[DATASET ENTRIES]
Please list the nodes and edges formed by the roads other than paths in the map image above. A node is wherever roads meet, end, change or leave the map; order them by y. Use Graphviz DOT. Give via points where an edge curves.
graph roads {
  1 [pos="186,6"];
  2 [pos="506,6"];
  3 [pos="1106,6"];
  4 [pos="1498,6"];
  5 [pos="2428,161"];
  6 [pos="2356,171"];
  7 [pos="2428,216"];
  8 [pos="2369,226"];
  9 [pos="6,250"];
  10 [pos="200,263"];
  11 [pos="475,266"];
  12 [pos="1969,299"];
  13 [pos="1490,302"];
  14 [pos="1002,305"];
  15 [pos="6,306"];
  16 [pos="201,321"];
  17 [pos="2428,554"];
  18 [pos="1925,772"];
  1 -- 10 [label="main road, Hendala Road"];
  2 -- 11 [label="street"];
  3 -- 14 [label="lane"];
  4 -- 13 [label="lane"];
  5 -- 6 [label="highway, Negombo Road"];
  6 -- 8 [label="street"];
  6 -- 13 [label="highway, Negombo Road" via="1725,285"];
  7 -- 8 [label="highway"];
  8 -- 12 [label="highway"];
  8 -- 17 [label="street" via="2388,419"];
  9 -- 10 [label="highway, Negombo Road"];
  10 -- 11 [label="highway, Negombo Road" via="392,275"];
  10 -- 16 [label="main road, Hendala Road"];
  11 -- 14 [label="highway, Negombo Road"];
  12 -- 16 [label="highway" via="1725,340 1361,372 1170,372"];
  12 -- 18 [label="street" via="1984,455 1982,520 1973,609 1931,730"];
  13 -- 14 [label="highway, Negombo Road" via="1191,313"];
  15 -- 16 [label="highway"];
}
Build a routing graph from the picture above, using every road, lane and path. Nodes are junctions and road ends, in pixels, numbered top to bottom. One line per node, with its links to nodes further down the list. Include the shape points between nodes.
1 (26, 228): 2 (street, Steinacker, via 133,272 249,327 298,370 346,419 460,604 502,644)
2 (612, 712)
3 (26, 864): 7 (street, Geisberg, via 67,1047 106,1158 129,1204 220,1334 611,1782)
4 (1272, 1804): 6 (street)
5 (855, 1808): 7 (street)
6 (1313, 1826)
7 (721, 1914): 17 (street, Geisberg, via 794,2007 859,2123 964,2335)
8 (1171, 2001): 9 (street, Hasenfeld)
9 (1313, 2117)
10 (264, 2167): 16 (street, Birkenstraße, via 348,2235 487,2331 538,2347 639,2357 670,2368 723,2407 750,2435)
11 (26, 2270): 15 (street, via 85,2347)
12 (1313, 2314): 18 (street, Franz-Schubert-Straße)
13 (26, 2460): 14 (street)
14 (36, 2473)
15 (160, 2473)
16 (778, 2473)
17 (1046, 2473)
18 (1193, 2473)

[WHAT IS NEEDED]
Every line of the material should come back unchanged.

[EXPECTED OUTPUT]
Please list the nodes and edges formed by the roads other than paths in the map image above. A node is wherever roads meet, end, change or leave the map; order them by y. Use Graphviz DOT. Give via points where an edge curves.
graph roads {
  1 [pos="186,6"];
  2 [pos="506,6"];
  3 [pos="1106,6"];
  4 [pos="1498,6"];
  5 [pos="2428,161"];
  6 [pos="2356,171"];
  7 [pos="2428,216"];
  8 [pos="2369,226"];
  9 [pos="6,250"];
  10 [pos="200,263"];
  11 [pos="475,266"];
  12 [pos="1969,299"];
  13 [pos="1490,302"];
  14 [pos="1002,305"];
  15 [pos="6,306"];
  16 [pos="201,321"];
  17 [pos="2428,554"];
  18 [pos="1925,772"];
  1 -- 10 [label="main road, Hendala Road"];
  2 -- 11 [label="street"];
  3 -- 14 [label="lane"];
  4 -- 13 [label="lane"];
  5 -- 6 [label="highway, Negombo Road"];
  6 -- 8 [label="street"];
  6 -- 13 [label="highway, Negombo Road" via="1725,285"];
  7 -- 8 [label="highway"];
  8 -- 12 [label="highway"];
  8 -- 17 [label="street" via="2388,419"];
  9 -- 10 [label="highway, Negombo Road"];
  10 -- 11 [label="highway, Negombo Road" via="392,275"];
  10 -- 16 [label="main road, Hendala Road"];
  11 -- 14 [label="highway, Negombo Road"];
  12 -- 16 [label="highway" via="1725,340 1361,372 1170,372"];
  12 -- 18 [label="street" via="1984,455 1982,520 1973,609 1931,730"];
  13 -- 14 [label="highway, Negombo Road" via="1191,313"];
  15 -- 16 [label="highway"];
}
Build a routing graph from the picture above, using every road, lane and path. Nodes are junctions and road ends, in pixels, numbered top to bottom. One line per node, with its links to nodes further down the list. Include the shape points between nodes.
1 (26, 228): 2 (street, Steinacker, via 133,272 249,327 298,370 346,419 460,604 502,644)
2 (612, 712)
3 (26, 864): 7 (street, Geisberg, via 67,1047 106,1158 129,1204 220,1334 611,1782)
4 (1272, 1804): 6 (street)
5 (855, 1808): 7 (street)
6 (1313, 1826)
7 (721, 1914): 17 (street, Geisberg, via 794,2007 859,2123 964,2335)
8 (1171, 2001): 9 (street, Hasenfeld)
9 (1313, 2117)
10 (264, 2167): 16 (street, Birkenstraße, via 348,2235 487,2331 538,2347 639,2357 670,2368 723,2407 750,2435)
11 (26, 2270): 15 (street, via 85,2347)
12 (1313, 2314): 18 (street, Franz-Schubert-Straße)
13 (26, 2460): 14 (street)
14 (36, 2473)
15 (160, 2473)
16 (778, 2473)
17 (1046, 2473)
18 (1193, 2473)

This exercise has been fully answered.